__TASK DATA__:
--

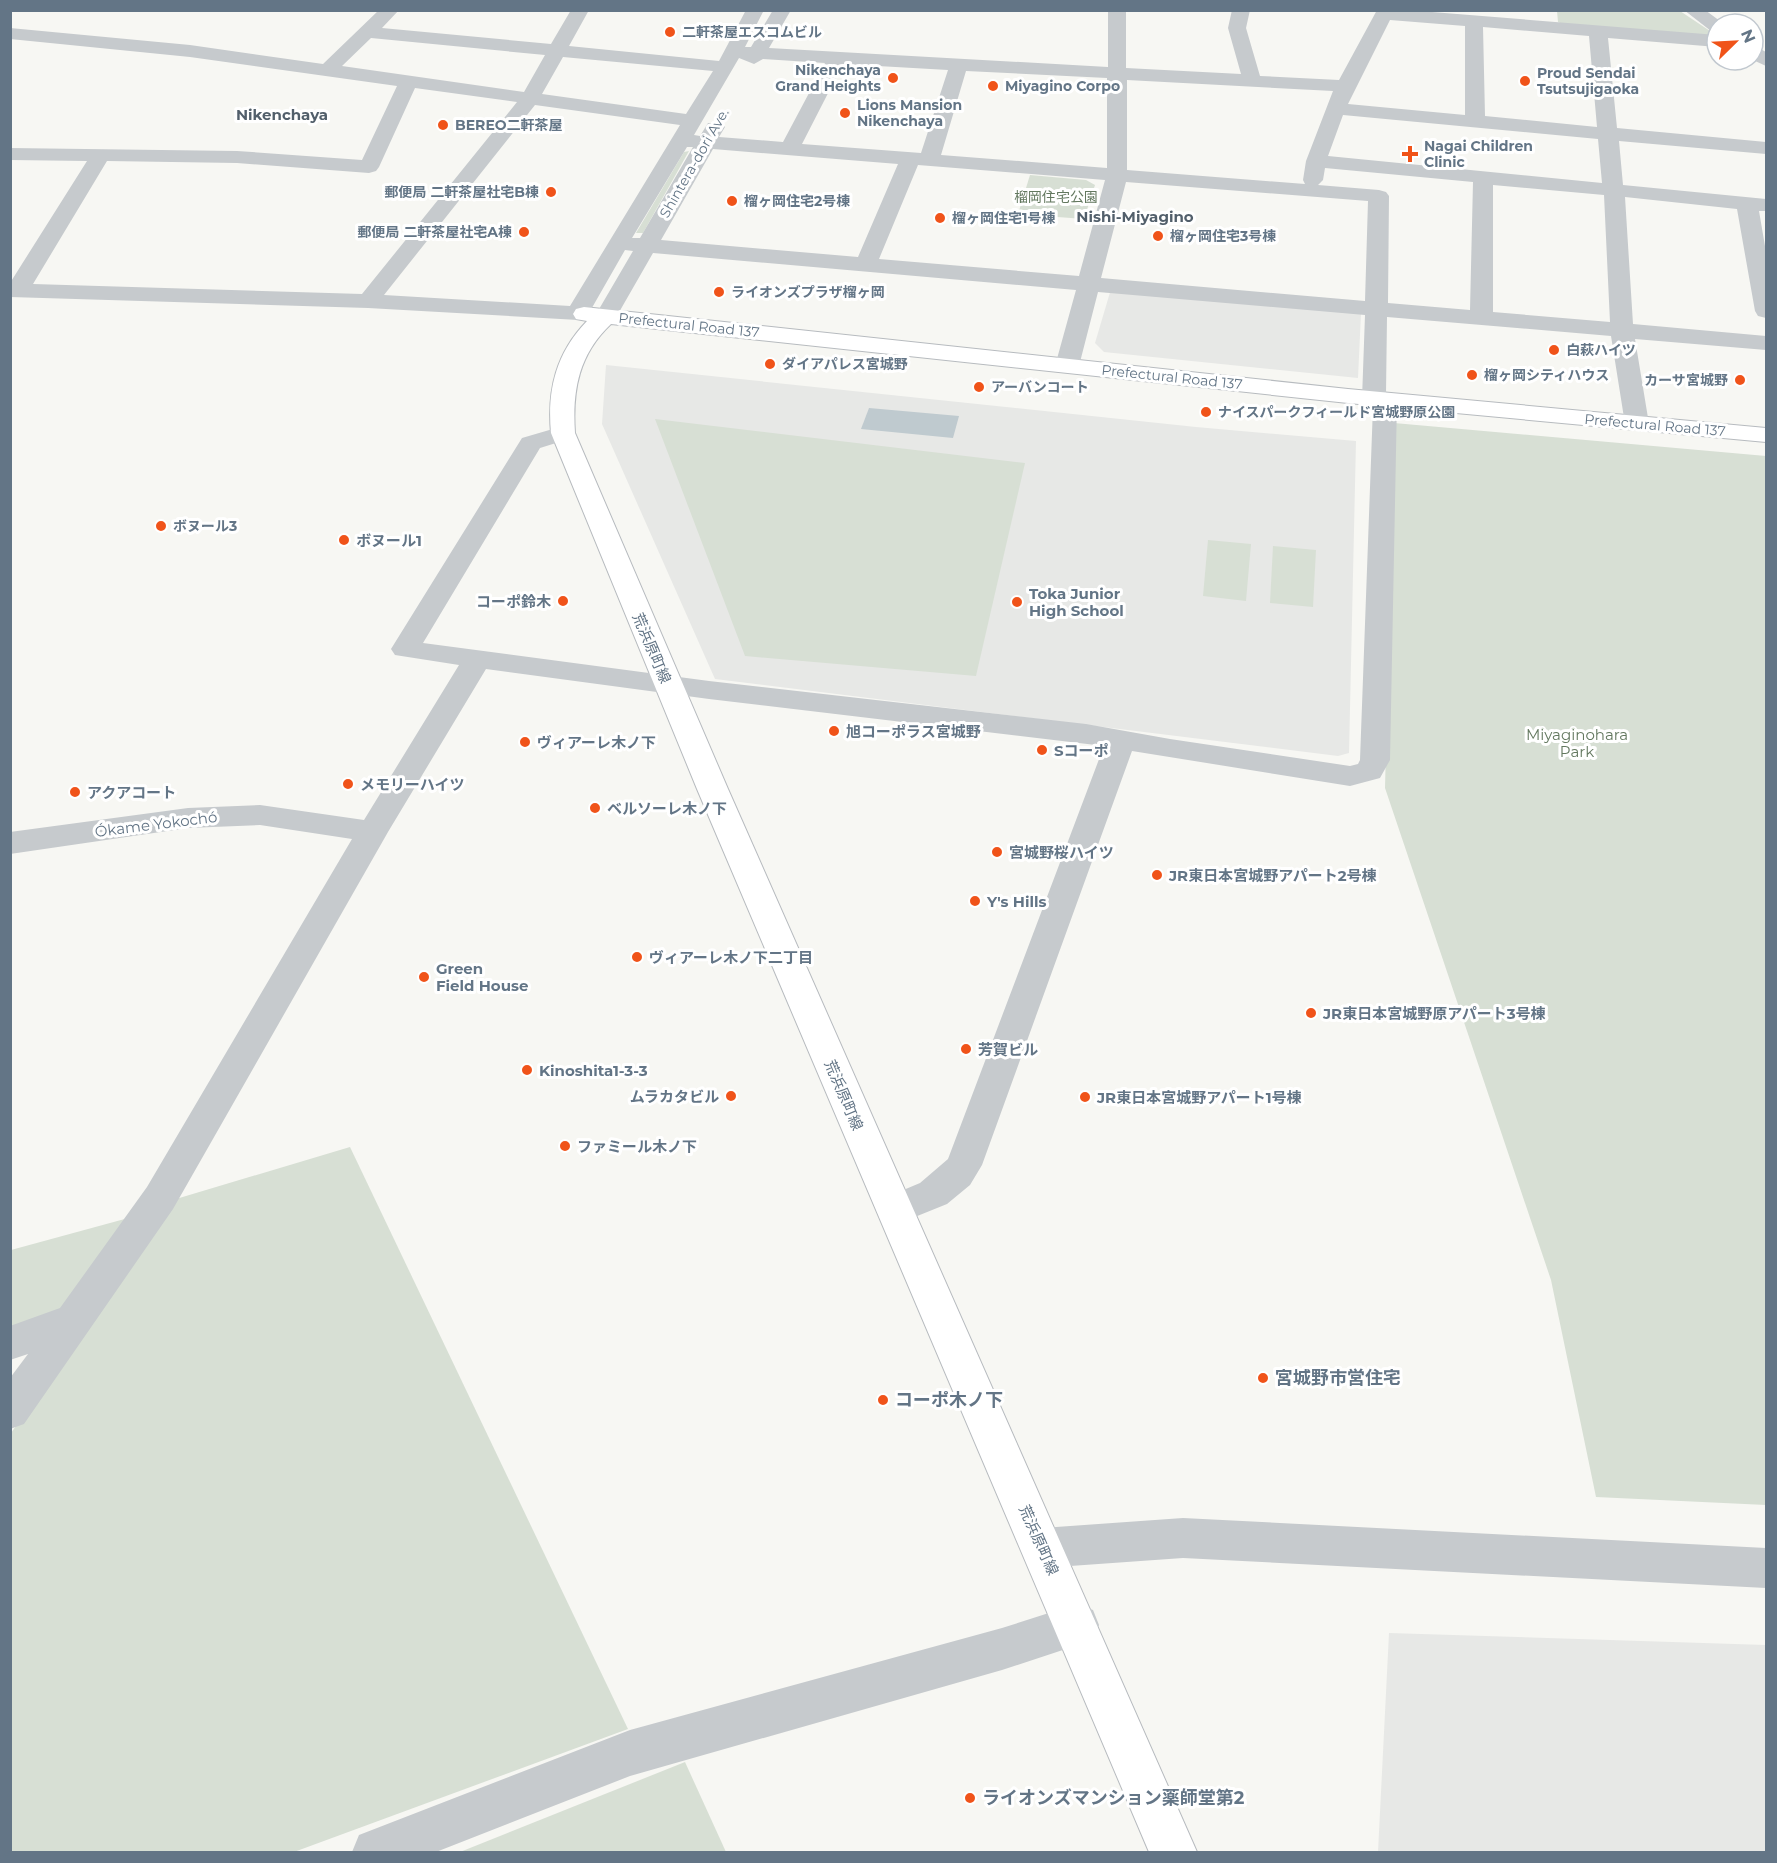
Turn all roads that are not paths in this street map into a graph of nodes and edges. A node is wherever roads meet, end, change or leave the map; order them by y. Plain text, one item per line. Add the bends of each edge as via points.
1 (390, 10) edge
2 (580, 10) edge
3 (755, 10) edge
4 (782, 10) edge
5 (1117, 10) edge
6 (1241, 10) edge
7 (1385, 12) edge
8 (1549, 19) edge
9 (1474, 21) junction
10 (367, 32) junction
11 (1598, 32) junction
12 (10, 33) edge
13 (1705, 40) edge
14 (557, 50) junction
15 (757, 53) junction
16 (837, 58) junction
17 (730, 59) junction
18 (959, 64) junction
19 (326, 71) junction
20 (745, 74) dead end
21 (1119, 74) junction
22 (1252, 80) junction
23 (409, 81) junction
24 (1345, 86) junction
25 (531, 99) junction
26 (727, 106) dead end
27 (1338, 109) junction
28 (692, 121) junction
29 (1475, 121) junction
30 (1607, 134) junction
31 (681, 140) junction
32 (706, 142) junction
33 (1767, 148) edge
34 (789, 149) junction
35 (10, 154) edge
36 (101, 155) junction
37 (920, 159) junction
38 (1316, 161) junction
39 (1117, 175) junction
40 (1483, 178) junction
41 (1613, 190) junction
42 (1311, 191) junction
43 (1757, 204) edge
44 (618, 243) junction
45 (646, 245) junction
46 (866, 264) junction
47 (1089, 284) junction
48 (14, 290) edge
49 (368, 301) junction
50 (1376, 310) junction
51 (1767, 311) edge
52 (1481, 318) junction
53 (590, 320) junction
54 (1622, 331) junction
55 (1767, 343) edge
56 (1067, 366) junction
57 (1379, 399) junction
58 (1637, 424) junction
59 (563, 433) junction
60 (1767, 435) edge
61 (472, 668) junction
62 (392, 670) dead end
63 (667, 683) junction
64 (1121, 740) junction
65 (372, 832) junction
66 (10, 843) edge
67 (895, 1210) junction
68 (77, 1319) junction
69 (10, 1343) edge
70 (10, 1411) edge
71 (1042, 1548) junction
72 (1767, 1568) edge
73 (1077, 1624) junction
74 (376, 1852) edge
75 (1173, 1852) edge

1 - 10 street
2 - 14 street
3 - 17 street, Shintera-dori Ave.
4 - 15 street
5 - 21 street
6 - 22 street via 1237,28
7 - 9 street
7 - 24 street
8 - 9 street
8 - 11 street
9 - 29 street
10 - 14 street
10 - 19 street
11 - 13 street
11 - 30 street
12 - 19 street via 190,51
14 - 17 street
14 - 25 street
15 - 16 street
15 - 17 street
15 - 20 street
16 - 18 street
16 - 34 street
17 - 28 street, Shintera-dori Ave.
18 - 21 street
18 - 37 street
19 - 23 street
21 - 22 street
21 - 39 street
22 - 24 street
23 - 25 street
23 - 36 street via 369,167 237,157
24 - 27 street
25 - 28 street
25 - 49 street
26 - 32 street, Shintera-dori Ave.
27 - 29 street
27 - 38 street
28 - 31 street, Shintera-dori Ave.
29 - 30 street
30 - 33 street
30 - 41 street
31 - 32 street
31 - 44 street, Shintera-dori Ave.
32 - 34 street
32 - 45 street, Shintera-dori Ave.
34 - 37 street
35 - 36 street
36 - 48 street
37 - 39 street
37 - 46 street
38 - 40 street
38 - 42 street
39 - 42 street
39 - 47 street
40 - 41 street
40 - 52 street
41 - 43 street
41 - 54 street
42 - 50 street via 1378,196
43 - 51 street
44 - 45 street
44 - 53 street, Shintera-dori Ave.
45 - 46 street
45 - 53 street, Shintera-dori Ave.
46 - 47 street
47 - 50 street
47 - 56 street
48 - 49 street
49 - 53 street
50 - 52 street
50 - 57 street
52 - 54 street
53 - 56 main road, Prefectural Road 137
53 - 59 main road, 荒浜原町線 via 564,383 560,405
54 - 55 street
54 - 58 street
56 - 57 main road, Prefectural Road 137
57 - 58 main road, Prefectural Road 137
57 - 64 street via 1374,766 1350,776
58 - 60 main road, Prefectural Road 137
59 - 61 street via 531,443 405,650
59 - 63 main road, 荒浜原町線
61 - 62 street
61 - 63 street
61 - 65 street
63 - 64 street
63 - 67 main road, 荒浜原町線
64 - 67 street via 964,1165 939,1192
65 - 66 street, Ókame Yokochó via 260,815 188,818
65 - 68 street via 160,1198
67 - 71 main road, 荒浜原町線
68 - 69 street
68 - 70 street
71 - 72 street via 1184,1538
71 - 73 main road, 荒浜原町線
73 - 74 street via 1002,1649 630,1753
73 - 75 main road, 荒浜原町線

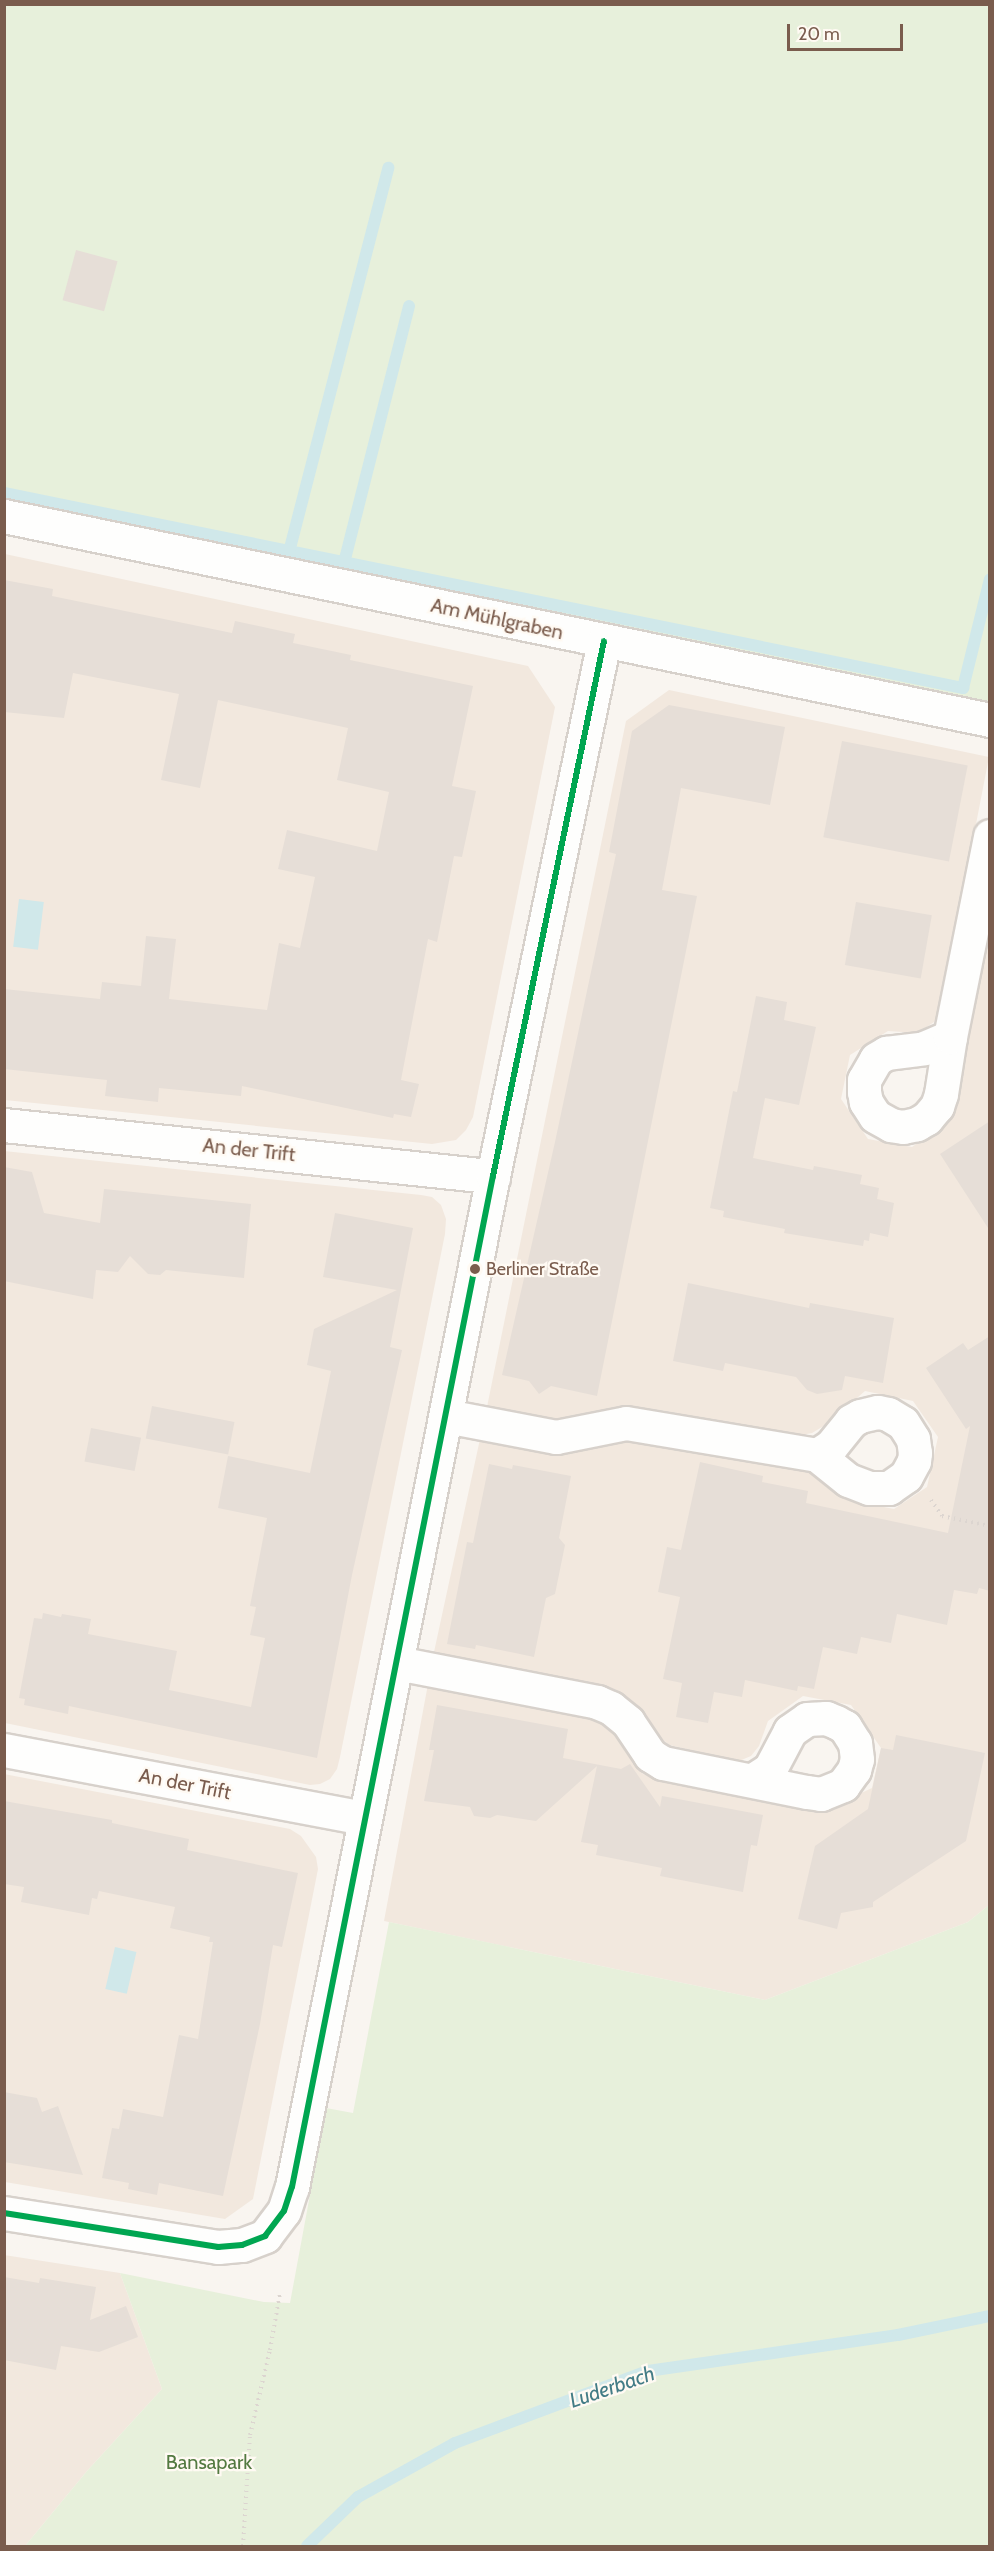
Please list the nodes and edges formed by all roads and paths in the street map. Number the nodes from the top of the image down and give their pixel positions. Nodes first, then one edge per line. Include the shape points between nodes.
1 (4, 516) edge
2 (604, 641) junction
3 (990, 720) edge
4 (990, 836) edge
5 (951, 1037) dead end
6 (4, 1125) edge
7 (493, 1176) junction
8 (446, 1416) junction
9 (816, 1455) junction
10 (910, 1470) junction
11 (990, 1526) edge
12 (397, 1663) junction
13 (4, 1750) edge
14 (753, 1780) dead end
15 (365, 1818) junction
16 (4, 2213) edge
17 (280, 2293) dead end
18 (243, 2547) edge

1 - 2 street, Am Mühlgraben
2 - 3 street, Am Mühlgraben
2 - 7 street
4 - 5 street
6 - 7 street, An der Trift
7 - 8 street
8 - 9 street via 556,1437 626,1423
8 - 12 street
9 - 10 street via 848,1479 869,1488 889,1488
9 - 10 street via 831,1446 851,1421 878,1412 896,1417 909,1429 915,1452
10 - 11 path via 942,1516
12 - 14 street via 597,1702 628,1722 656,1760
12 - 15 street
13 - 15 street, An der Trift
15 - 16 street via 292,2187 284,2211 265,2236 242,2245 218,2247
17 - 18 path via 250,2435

--

Nothing but the pictures should be left out when the listing above is transcribed.

__TASK SOLUTION__:
Turn all roads that are not paths in this street map into a graph of nodes and edges. A node is wherever roads meet, end, change or leave the map; order them by y. Plain text, one item per line. Add the bends of each edge as via points.
1 (390, 10) edge
2 (580, 10) edge
3 (755, 10) edge
4 (782, 10) edge
5 (1117, 10) edge
6 (1241, 10) edge
7 (1385, 12) edge
8 (1549, 19) edge
9 (1474, 21) junction
10 (367, 32) junction
11 (1598, 32) junction
12 (10, 33) edge
13 (1705, 40) edge
14 (557, 50) junction
15 (757, 53) junction
16 (837, 58) junction
17 (730, 59) junction
18 (959, 64) junction
19 (326, 71) junction
20 (745, 74) dead end
21 (1119, 74) junction
22 (1252, 80) junction
23 (409, 81) junction
24 (1345, 86) junction
25 (531, 99) junction
26 (727, 106) dead end
27 (1338, 109) junction
28 (692, 121) junction
29 (1475, 121) junction
30 (1607, 134) junction
31 (681, 140) junction
32 (706, 142) junction
33 (1767, 148) edge
34 (789, 149) junction
35 (10, 154) edge
36 (101, 155) junction
37 (920, 159) junction
38 (1316, 161) junction
39 (1117, 175) junction
40 (1483, 178) junction
41 (1613, 190) junction
42 (1311, 191) junction
43 (1757, 204) edge
44 (618, 243) junction
45 (646, 245) junction
46 (866, 264) junction
47 (1089, 284) junction
48 (14, 290) edge
49 (368, 301) junction
50 (1376, 310) junction
51 (1767, 311) edge
52 (1481, 318) junction
53 (590, 320) junction
54 (1622, 331) junction
55 (1767, 343) edge
56 (1067, 366) junction
57 (1379, 399) junction
58 (1637, 424) junction
59 (563, 433) junction
60 (1767, 435) edge
61 (472, 668) junction
62 (392, 670) dead end
63 (667, 683) junction
64 (1121, 740) junction
65 (372, 832) junction
66 (10, 843) edge
67 (895, 1210) junction
68 (77, 1319) junction
69 (10, 1343) edge
70 (10, 1411) edge
71 (1042, 1548) junction
72 (1767, 1568) edge
73 (1077, 1624) junction
74 (376, 1852) edge
75 (1173, 1852) edge

1 - 10 street
2 - 14 street
3 - 17 street, Shintera-dori Ave.
4 - 15 street
5 - 21 street
6 - 22 street via 1237,28
7 - 9 street
7 - 24 street
8 - 9 street
8 - 11 street
9 - 29 street
10 - 14 street
10 - 19 street
11 - 13 street
11 - 30 street
12 - 19 street via 190,51
14 - 17 street
14 - 25 street
15 - 16 street
15 - 17 street
15 - 20 street
16 - 18 street
16 - 34 street
17 - 28 street, Shintera-dori Ave.
18 - 21 street
18 - 37 street
19 - 23 street
21 - 22 street
21 - 39 street
22 - 24 street
23 - 25 street
23 - 36 street via 369,167 237,157
24 - 27 street
25 - 28 street
25 - 49 street
26 - 32 street, Shintera-dori Ave.
27 - 29 street
27 - 38 street
28 - 31 street, Shintera-dori Ave.
29 - 30 street
30 - 33 street
30 - 41 street
31 - 32 street
31 - 44 street, Shintera-dori Ave.
32 - 34 street
32 - 45 street, Shintera-dori Ave.
34 - 37 street
35 - 36 street
36 - 48 street
37 - 39 street
37 - 46 street
38 - 40 street
38 - 42 street
39 - 42 street
39 - 47 street
40 - 41 street
40 - 52 street
41 - 43 street
41 - 54 street
42 - 50 street via 1378,196
43 - 51 street
44 - 45 street
44 - 53 street, Shintera-dori Ave.
45 - 46 street
45 - 53 street, Shintera-dori Ave.
46 - 47 street
47 - 50 street
47 - 56 street
48 - 49 street
49 - 53 street
50 - 52 street
50 - 57 street
52 - 54 street
53 - 56 main road, Prefectural Road 137
53 - 59 main road, 荒浜原町線 via 564,383 560,405
54 - 55 street
54 - 58 street
56 - 57 main road, Prefectural Road 137
57 - 58 main road, Prefectural Road 137
57 - 64 street via 1374,766 1350,776
58 - 60 main road, Prefectural Road 137
59 - 61 street via 531,443 405,650
59 - 63 main road, 荒浜原町線
61 - 62 street
61 - 63 street
61 - 65 street
63 - 64 street
63 - 67 main road, 荒浜原町線
64 - 67 street via 964,1165 939,1192
65 - 66 street, Ókame Yokochó via 260,815 188,818
65 - 68 street via 160,1198
67 - 71 main road, 荒浜原町線
68 - 69 street
68 - 70 street
71 - 72 street via 1184,1538
71 - 73 main road, 荒浜原町線
73 - 74 street via 1002,1649 630,1753
73 - 75 main road, 荒浜原町線

Please list the nodes and edges formed by all roads and paths in the street map. Number the nodes from the top of the image down and give their pixel positions. Nodes first, then one edge per line. Include the shape points between nodes.
1 (4, 516) edge
2 (604, 641) junction
3 (990, 720) edge
4 (990, 836) edge
5 (951, 1037) dead end
6 (4, 1125) edge
7 (493, 1176) junction
8 (446, 1416) junction
9 (816, 1455) junction
10 (910, 1470) junction
11 (990, 1526) edge
12 (397, 1663) junction
13 (4, 1750) edge
14 (753, 1780) dead end
15 (365, 1818) junction
16 (4, 2213) edge
17 (280, 2293) dead end
18 (243, 2547) edge

1 - 2 street, Am Mühlgraben
2 - 3 street, Am Mühlgraben
2 - 7 street
4 - 5 street
6 - 7 street, An der Trift
7 - 8 street
8 - 9 street via 556,1437 626,1423
8 - 12 street
9 - 10 street via 848,1479 869,1488 889,1488
9 - 10 street via 831,1446 851,1421 878,1412 896,1417 909,1429 915,1452
10 - 11 path via 942,1516
12 - 14 street via 597,1702 628,1722 656,1760
12 - 15 street
13 - 15 street, An der Trift
15 - 16 street via 292,2187 284,2211 265,2236 242,2245 218,2247
17 - 18 path via 250,2435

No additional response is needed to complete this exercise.